Study abroad journal: France

Vanessa Weller

I am sitting in a bus in northern France, watching the cows pass by, the sheep, the poplars that, despite the proximity to the English Channel where everything from lemon curd to weather patterns is imported, spring up from the marshes.
The rain comes in sheets. We pass one church, then another. Suddenly, the farms and churchyards clear into a field, and beyond the horizon is the shore: Omaha Beach. The bus stops in the parking lot, and a voice from behind me sighs, “It’s good to be back on American soil.”
True. This little stretch of land has been claimed, as if it were an extension of the embassy in Paris, or a fragment of Maine that floated across the ocean to reattach itself onto another continent. The original Breton name has been long forgotten. Tourists and locals alike refer to the beach, in fact the whole area where American, English and Canadian troops disembarked on D-Day, June 6, 1945, by the code names given by the Americans during the war.
Being an American abroad has never seemed as much a collective identity as this past weekend I spent in Normandy. The beaches where American soldiers disembarked during World War II, the American cemetery where thousands of fallen soldiers are buried, the museum commemorating the war in Caen, teem with Americans. I recognize them by the hands-in-pockets amble from faraway, the American Eagle jeans, Columbia or North Face jacket, and when they speak with each other, it’s an all-out cacophony of whoever can bellow the loudest wins.
I notice this with my compatriots — the other Americans from IES on the trip organized by the institute — not so much when we’re in Nantes together, but now, in a small town where any foreigner is automatically dubbed American.
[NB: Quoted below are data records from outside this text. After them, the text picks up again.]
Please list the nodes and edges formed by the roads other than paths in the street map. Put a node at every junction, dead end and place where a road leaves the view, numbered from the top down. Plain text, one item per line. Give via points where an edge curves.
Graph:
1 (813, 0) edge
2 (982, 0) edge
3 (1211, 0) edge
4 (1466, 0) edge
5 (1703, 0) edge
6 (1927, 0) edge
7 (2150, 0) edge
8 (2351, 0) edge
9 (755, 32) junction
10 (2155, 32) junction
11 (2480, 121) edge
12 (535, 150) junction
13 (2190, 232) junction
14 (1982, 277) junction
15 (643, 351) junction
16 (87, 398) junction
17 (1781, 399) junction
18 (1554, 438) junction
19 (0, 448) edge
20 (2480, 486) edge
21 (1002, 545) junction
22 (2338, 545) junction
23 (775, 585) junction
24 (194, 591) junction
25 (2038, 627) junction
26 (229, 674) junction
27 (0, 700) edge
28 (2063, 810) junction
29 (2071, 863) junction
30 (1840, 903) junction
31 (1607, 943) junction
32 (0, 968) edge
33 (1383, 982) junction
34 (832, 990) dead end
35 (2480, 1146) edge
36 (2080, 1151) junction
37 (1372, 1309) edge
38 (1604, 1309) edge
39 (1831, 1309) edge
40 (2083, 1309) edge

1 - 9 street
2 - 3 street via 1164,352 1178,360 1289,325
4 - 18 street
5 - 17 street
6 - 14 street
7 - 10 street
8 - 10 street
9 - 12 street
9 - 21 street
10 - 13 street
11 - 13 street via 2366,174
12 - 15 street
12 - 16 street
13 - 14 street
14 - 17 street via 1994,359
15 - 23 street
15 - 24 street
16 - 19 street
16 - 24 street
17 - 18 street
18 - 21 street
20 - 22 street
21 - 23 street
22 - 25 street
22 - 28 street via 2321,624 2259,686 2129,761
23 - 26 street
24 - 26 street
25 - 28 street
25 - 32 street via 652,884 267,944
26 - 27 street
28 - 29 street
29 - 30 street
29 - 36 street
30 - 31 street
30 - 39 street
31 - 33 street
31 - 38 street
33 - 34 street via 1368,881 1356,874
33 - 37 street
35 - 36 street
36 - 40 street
It’s strange. I feel as if being recognized as an American is a blow to my “European” identity.
But what does that mean? I suppose, in all honesty, I have since August been trying to conceal the fact that I am American. No, not because I’m ashamed of my nationality, or because I dislike being American, but because I have been playing a part — a role in a play or a film. Sort of a guessing game between me and the rest of the world. And, again, in all honesty, I don’t quite know how I feel about this.
Being judged as part of a group rather than as an individual must be most of it. And the stigma of American imperialism. It’s certainly the case that most Europeans see Americans as loud and fat and obnoxious, and rather out of touch with the rest of the world. We are a third of a continent, after all, and many Americans never leave the country.
It’s true that America “saved the day” so to speak, in World War II. It’s a well-known historical fact that France officially ceded to Nazi Germany in 1940, but that was almost seventy years ago. In a world where getting along is integral to the survival of the planet — the threat of Global Warming, for instance — I feel that things as petty as who won which war slowly grate on my psyche.
And with the all-time high of the Euro, 1:1.59, Europeans are a little indignant at a time when some Americans act as if we’re still living in the 1950s and a trip to Europe is just an extension of the American Dream, whatever that may be, though, truth be told, the Americans I’ve gotten to know abroad are less of spendthrifts than the French I’ve met.
Normandy is beautiful. The beaches stretch for miles, with wild brambles growing along the cliffs and oyster shells washing up with the waves. It rained all weekend, which has probably left me in this bad mood. And thoughts of war at every turn. Perhaps this little sliver of “American soil” has, in its own way, made me feel patriotic. I don’t quite know how I feel about this.